Supplied material
Segment Open

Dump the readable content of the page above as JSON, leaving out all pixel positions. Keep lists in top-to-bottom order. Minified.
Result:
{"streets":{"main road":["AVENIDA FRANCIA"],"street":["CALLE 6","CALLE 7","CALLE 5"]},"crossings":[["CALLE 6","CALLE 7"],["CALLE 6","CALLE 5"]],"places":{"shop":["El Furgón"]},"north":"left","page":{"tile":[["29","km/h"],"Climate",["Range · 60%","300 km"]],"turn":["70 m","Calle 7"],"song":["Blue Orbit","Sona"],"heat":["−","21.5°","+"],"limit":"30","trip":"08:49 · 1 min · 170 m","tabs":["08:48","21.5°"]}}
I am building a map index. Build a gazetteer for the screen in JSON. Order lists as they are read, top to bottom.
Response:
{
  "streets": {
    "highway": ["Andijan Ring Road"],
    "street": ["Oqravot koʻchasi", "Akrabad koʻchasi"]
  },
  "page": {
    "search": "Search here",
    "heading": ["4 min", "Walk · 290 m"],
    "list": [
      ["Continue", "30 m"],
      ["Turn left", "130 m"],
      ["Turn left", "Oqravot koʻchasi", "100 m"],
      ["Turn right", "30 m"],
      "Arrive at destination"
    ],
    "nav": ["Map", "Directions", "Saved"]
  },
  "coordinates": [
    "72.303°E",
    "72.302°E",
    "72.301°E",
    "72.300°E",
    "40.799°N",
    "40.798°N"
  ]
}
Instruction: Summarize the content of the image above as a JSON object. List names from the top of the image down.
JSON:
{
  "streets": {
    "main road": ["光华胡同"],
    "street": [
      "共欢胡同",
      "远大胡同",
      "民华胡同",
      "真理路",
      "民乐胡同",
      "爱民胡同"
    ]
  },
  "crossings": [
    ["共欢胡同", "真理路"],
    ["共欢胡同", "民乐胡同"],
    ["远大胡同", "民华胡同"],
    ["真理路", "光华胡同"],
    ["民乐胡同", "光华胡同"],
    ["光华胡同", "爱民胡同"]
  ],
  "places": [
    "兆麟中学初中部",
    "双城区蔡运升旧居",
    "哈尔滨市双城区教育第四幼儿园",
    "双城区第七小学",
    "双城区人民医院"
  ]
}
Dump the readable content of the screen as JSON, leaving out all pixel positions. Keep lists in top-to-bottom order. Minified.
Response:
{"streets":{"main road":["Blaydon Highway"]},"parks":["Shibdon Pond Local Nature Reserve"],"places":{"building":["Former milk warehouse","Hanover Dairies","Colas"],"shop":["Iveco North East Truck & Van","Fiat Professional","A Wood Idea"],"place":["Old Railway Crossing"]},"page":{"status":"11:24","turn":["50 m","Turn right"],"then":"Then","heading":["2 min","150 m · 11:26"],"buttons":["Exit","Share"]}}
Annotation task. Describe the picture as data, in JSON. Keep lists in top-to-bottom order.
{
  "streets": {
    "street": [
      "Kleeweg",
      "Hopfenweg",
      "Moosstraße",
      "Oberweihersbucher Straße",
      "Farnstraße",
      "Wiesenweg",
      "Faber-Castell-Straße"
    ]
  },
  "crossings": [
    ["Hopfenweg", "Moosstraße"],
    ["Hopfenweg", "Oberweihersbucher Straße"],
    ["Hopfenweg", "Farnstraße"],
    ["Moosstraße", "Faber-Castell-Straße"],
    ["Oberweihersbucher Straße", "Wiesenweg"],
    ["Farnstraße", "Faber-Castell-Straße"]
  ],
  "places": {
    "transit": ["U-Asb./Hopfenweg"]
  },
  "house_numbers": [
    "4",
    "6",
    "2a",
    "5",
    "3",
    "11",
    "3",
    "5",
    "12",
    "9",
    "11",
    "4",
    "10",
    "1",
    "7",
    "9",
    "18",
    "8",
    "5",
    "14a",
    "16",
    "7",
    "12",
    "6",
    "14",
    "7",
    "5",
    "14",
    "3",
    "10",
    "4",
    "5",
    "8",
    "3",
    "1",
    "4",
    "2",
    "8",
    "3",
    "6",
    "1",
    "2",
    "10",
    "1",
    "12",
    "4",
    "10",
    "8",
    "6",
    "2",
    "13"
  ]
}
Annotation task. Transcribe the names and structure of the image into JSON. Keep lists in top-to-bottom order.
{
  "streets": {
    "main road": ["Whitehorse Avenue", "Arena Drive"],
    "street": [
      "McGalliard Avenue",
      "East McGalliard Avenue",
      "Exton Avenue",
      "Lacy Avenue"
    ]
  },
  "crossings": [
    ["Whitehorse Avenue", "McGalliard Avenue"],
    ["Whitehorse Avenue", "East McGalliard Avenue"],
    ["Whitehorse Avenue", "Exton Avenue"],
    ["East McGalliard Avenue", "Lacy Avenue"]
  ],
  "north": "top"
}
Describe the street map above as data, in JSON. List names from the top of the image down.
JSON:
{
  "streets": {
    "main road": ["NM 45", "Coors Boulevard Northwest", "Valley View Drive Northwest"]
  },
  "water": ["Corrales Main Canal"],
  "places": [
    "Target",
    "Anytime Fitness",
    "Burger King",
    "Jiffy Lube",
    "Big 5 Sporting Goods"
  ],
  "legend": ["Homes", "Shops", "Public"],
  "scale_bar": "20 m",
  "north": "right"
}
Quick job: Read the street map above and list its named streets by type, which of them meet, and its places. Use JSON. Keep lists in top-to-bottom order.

Segment Closed

Required action
Check the listing for the word "above". Show each line that has it.

Exercise result
Dump the readable content of the page above as JSON, leaving out all pixel positions. Keep lists in top-to-bottom order. Minified.
Instruction: Summarize the content of the image above as a JSON object. List names from the top of the image down.
Describe the street map above as data, in JSON. List names from the top of the image down.
Quick job: Read the street map above and list its named streets by type, which of them meet, and its places. Use JSON. Keep lists in top-to-bottom order.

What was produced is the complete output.